*** Block opens ***
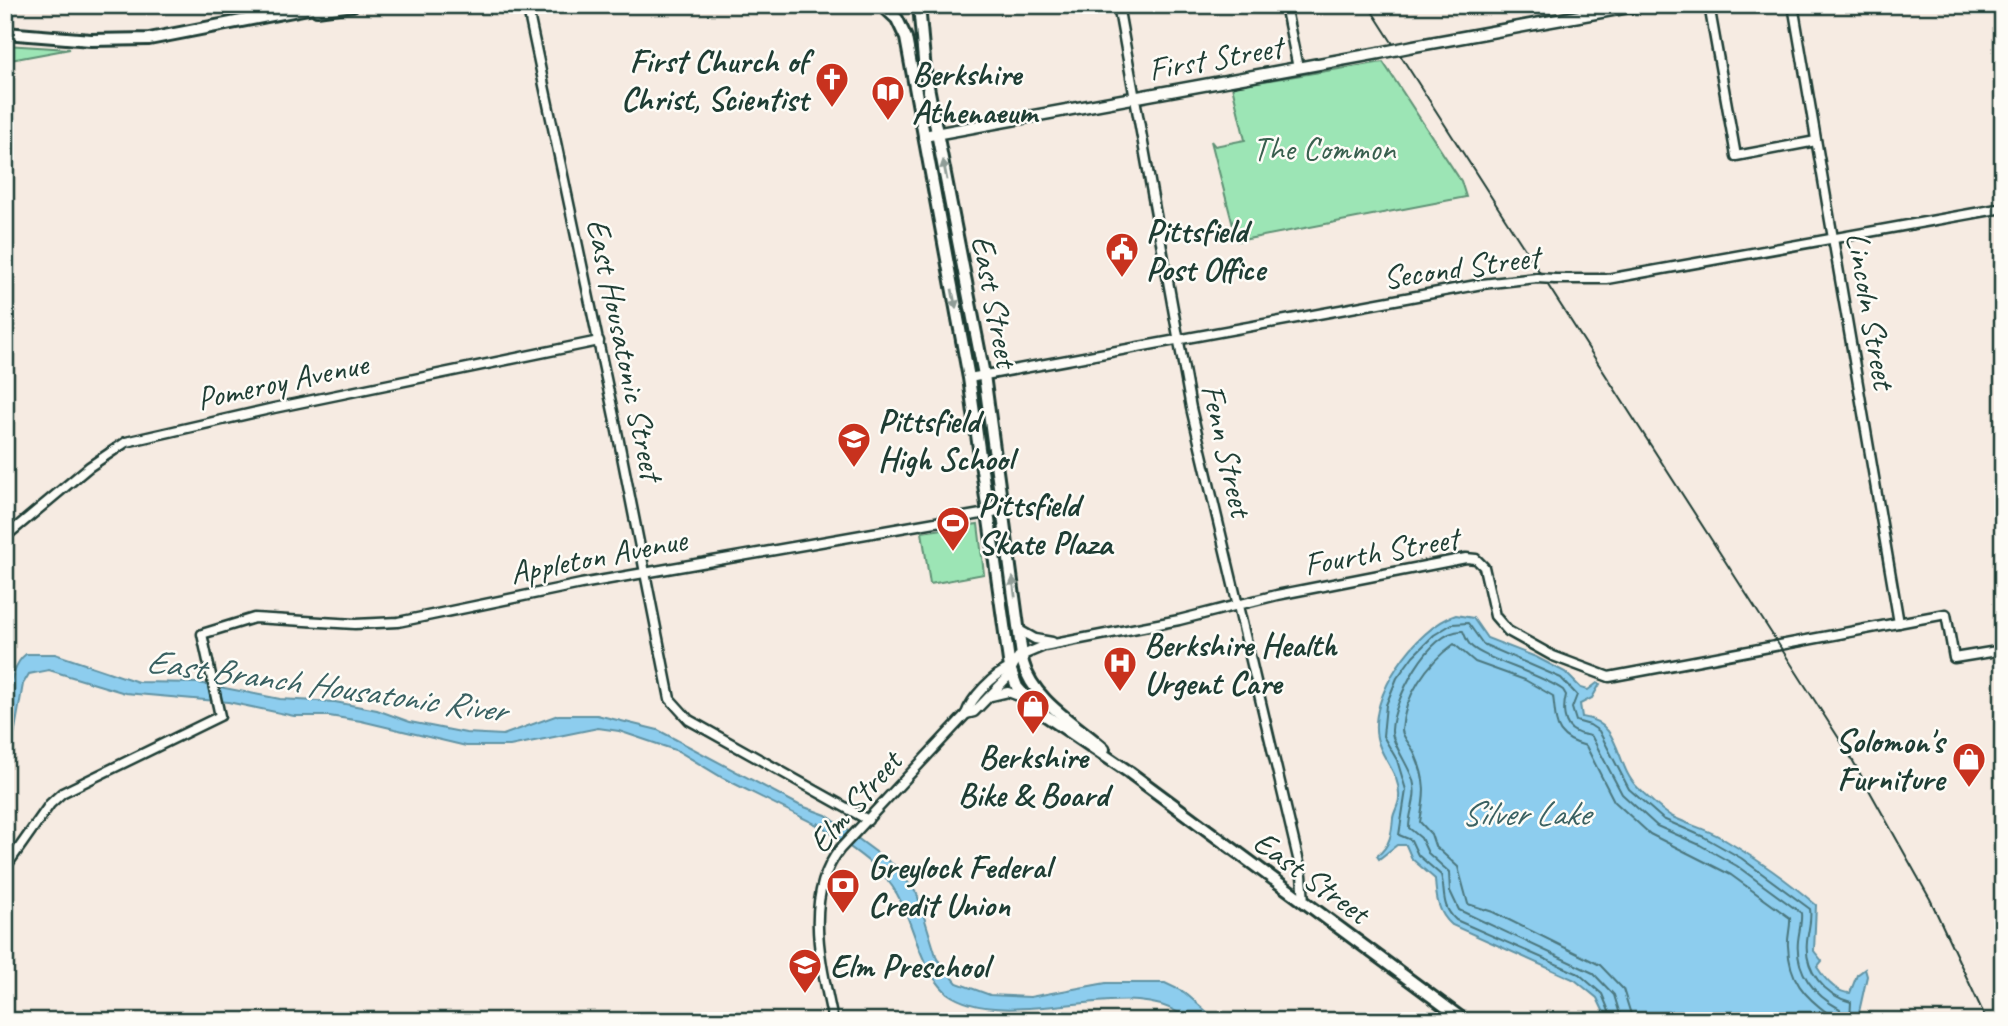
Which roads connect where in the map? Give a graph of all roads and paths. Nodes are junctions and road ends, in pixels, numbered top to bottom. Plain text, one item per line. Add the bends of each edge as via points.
1 (324, 5) edge
2 (354, 5) edge
3 (527, 5) edge
4 (882, 5) edge
5 (919, 5) edge
6 (1118, 5) edge
7 (1285, 5) edge
8 (1640, 5) edge
9 (1709, 5) edge
10 (1793, 5) edge
11 (307, 9) junction
12 (5, 33) edge
13 (1298, 68) junction
14 (1135, 98) junction
15 (938, 134) junction
16 (924, 136) junction
17 (1816, 141) junction
18 (933, 188) junction
19 (2003, 208) edge
20 (955, 224) junction
21 (1833, 238) junction
22 (599, 341) junction
23 (1179, 341) junction
24 (984, 375) junction
25 (969, 378) junction
26 (1004, 510) junction
27 (989, 512) junction
28 (5, 537) edge
29 (645, 573) junction
30 (1237, 603) junction
31 (1899, 623) junction
32 (1019, 631) junction
33 (1058, 643) junction
34 (2003, 650) edge
35 (1021, 655) junction
36 (1010, 668) junction
37 (988, 697) junction
38 (1024, 698) junction
39 (966, 714) junction
40 (1129, 772) junction
41 (868, 820) junction
42 (5, 868) edge
43 (1304, 902) junction
44 (833, 1021) edge
45 (1465, 1021) edge

1 - 11 highway
2 - 11 highway
3 - 22 street, East Housatonic Street
4 - 16 highway, East Street via 897,19 906,38
5 - 15 highway, East Street
6 - 14 street, Fenn Street
7 - 13 street
8 - 13 main road, First Street, bridge
9 - 17 street via 1736,156
10 - 17 street, Lincoln Street
11 - 12 highway via 142,39
13 - 14 main road, First Street
14 - 15 main road, First Street
14 - 23 street, Fenn Street
15 - 16 main road, First Street
20 -> 15 highway, East Street
16 - 18 highway, East Street
17 - 21 street, Lincoln Street
18 - 20 highway via 943,194 948,219
18 -> 25 highway, East Street
19 - 21 street, Second Street
20 - 24 highway, East Street
21 - 23 street, Second Street, bridge via 1607,279 1537,278 1471,286
21 - 31 street, Lincoln Street
22 - 28 street, Pomeroy Avenue via 126,442
22 - 29 street, East Housatonic Street
23 - 24 street, Second Street
23 - 30 street, Fenn Street
24 - 25 street, Second Street
24 - 26 highway, East Street
25 - 27 highway, East Street
26 - 27 street, Appleton Avenue
32 -> 26 highway, East Street
27 - 29 street, Appleton Avenue
27 - 36 highway, East Street
29 - 41 street, East Housatonic Street via 672,703 689,720
29 - 42 street, Appleton Avenue via 398,622 254,618 202,634 220,716 62,793
30 - 31 street, Fourth Street via 1474,558 1484,567 1494,612 1508,631 1553,656 1611,677
30 - 33 street, Fourth Street via 1180,620
30 - 43 street, Fenn Street via 1302,875
31 - 34 street, Fourth Street via 1946,614 1954,658
32 - 33 street, Fourth Street
32 - 35 highway, East Street
33 - 35 street, Fourth Street
35 - 36 street
35 - 40 highway, East Street via 1027,677 1041,696
36 - 37 street, Elm Street via 1007,678
36 - 38 highway, East Street
36 - 39 street, Elm Street via 1001,672
37 - 38 street via 1008,692
37 - 39 street, Elm Street
38 - 40 highway, East Street
39 - 41 street, Elm Street
40 - 43 highway, East Street
41 - 44 street, Elm Street via 825,872 818,904
43 - 45 highway, East Street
*** Block closes ***
**Exercise**
Reproduce the entries above exactly. Do not include the images.

**The answer**
Which roads connect where in the map? Give a graph of all roads and paths. Nodes are junctions and road ends, in pixels, numbered top to bottom. Plain text, one item per line. Add the bends of each edge as via points.
1 (324, 5) edge
2 (354, 5) edge
3 (527, 5) edge
4 (882, 5) edge
5 (919, 5) edge
6 (1118, 5) edge
7 (1285, 5) edge
8 (1640, 5) edge
9 (1709, 5) edge
10 (1793, 5) edge
11 (307, 9) junction
12 (5, 33) edge
13 (1298, 68) junction
14 (1135, 98) junction
15 (938, 134) junction
16 (924, 136) junction
17 (1816, 141) junction
18 (933, 188) junction
19 (2003, 208) edge
20 (955, 224) junction
21 (1833, 238) junction
22 (599, 341) junction
23 (1179, 341) junction
24 (984, 375) junction
25 (969, 378) junction
26 (1004, 510) junction
27 (989, 512) junction
28 (5, 537) edge
29 (645, 573) junction
30 (1237, 603) junction
31 (1899, 623) junction
32 (1019, 631) junction
33 (1058, 643) junction
34 (2003, 650) edge
35 (1021, 655) junction
36 (1010, 668) junction
37 (988, 697) junction
38 (1024, 698) junction
39 (966, 714) junction
40 (1129, 772) junction
41 (868, 820) junction
42 (5, 868) edge
43 (1304, 902) junction
44 (833, 1021) edge
45 (1465, 1021) edge

1 - 11 highway
2 - 11 highway
3 - 22 street, East Housatonic Street
4 - 16 highway, East Street via 897,19 906,38
5 - 15 highway, East Street
6 - 14 street, Fenn Street
7 - 13 street
8 - 13 main road, First Street, bridge
9 - 17 street via 1736,156
10 - 17 street, Lincoln Street
11 - 12 highway via 142,39
13 - 14 main road, First Street
14 - 15 main road, First Street
14 - 23 street, Fenn Street
15 - 16 main road, First Street
20 -> 15 highway, East Street
16 - 18 highway, East Street
17 - 21 street, Lincoln Street
18 - 20 highway via 943,194 948,219
18 -> 25 highway, East Street
19 - 21 street, Second Street
20 - 24 highway, East Street
21 - 23 street, Second Street, bridge via 1607,279 1537,278 1471,286
21 - 31 street, Lincoln Street
22 - 28 street, Pomeroy Avenue via 126,442
22 - 29 street, East Housatonic Street
23 - 24 street, Second Street
23 - 30 street, Fenn Street
24 - 25 street, Second Street
24 - 26 highway, East Street
25 - 27 highway, East Street
26 - 27 street, Appleton Avenue
32 -> 26 highway, East Street
27 - 29 street, Appleton Avenue
27 - 36 highway, East Street
29 - 41 street, East Housatonic Street via 672,703 689,720
29 - 42 street, Appleton Avenue via 398,622 254,618 202,634 220,716 62,793
30 - 31 street, Fourth Street via 1474,558 1484,567 1494,612 1508,631 1553,656 1611,677
30 - 33 street, Fourth Street via 1180,620
30 - 43 street, Fenn Street via 1302,875
31 - 34 street, Fourth Street via 1946,614 1954,658
32 - 33 street, Fourth Street
32 - 35 highway, East Street
33 - 35 street, Fourth Street
35 - 36 street
35 - 40 highway, East Street via 1027,677 1041,696
36 - 37 street, Elm Street via 1007,678
36 - 38 highway, East Street
36 - 39 street, Elm Street via 1001,672
37 - 38 street via 1008,692
37 - 39 street, Elm Street
38 - 40 highway, East Street
39 - 41 street, Elm Street
40 - 43 highway, East Street
41 - 44 street, Elm Street via 825,872 818,904
43 - 45 highway, East Street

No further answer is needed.